Agree with OP on paying for a good job /peace of mind / reputable local roofer; the ones you’re likely to have to wait a couple of years for, which might disrupt all the other planning!


----------



## zarathustra

It was a useful post for me, as I need a new roof. Unfortunately there's a barn adjoining the house - the house roof tiles are 70 years+ and the barn 100 years+, so it's a total of 330m2.
We have found a highly reputable and recommended local French company who provided a very detailed quote for around 40k (inc tax). This includes straightening some of the beams (there's a curve in part of the barn roof), applying a membrane beneath the tiles, adding some new beams to the edges of the barn, new zinc guttering, flashing around the chimneys, scaffolding, cleaning, disposing. It's a heck of a bill, but it is a good price.
They won't be free to do it until later next year. In the meanwhile I'm praying for an almighty storm and/or major hail stones!


----------



## Yours truly confused

zarathustra said:


> It was a useful post for me, as I need a new roof. Unfortunately there's a barn adjoining the house - the house roof tiles are 70 years+ and the barn 100 years+, so it's a total of 330m2.
> We have found a highly reputable and recommended local French company who provided a very detailed quote for around 40k (inc tax). This includes straightening some of the beams (there's a curve in part of the barn roof), applying a membrane beneath the tiles, adding some new beams to the edges of the barn, new zinc guttering, flashing around the chimneys, scaffolding, cleaning, disposing. It's a heck of a bill, but it is a good price.
> They won't be free to do it until later next year. In the meanwhile I'm praying for an almighty storm and/or major hail stones!

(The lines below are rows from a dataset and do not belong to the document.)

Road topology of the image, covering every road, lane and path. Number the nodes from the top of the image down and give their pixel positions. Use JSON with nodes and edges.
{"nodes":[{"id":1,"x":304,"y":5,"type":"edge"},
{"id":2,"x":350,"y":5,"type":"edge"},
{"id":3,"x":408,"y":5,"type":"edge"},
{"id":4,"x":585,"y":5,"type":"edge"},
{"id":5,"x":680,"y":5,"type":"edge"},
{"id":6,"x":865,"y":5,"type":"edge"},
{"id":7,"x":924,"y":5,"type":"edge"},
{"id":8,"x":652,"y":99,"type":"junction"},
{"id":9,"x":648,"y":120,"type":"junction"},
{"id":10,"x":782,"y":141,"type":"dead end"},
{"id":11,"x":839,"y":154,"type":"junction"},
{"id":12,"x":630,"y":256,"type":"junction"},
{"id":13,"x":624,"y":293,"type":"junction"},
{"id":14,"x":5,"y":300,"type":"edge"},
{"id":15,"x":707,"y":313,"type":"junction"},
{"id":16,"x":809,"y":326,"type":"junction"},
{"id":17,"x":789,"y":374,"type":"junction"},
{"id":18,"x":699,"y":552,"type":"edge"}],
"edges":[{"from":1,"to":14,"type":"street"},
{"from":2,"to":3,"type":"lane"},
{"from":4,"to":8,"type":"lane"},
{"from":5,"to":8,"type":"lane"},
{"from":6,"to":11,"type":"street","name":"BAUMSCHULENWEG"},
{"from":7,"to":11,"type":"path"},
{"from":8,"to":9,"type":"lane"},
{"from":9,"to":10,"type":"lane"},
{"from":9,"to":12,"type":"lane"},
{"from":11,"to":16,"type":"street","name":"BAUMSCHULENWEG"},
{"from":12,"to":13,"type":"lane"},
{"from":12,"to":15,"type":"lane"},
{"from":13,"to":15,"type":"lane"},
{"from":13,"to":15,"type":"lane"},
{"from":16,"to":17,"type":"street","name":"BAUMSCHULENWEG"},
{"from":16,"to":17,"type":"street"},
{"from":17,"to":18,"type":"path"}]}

That is a really good price, well done. 

Our slates have been delivered and at the price quoted in March of 1.28€ each, if we were to order them today they would be nearer 1.80€ each which would have added another couple of thousand at least to the eventual bill. Luckily we use a scerie in the village for the timbers, his price will be higher but he is very fair with his neighbours .


----------



## zarathustra

Could have done without wiping out my savings right now, but at least it will keep an old bit of historic French architecture going for another hundred years or more. With tax included it works out at 120 euros/m2 for us, and that includes a lot of extras other than just replacing the tiles.

Sounds like you made a smart move at just the right moment; it really is a huge mark up. We were warned about the forthcoming price increases earlier in the year.


----------



## YLJones

zarathustra said:


> It was a useful post for me, as I need a new roof. Unfortunately there's a barn adjoining the house - the house roof tiles are 70 years+ and the barn 100 years+, so it's a total of 330m2.
> We have found a highly reputable and recommended local French company who provided a very detailed quote for around 40k (inc tax). This includes straightening some of the beams (there's a curve in part of the barn roof), applying a membrane beneath the tiles, adding some new beams to the edges of the barn, new zinc guttering, flashing around the chimneys, scaffolding, cleaning, disposing. It's a heck of a bill, but it is a good price.
> They won't be free to do it until later next year. In the meanwhile I'm praying for an almighty storm and/or major hail stones!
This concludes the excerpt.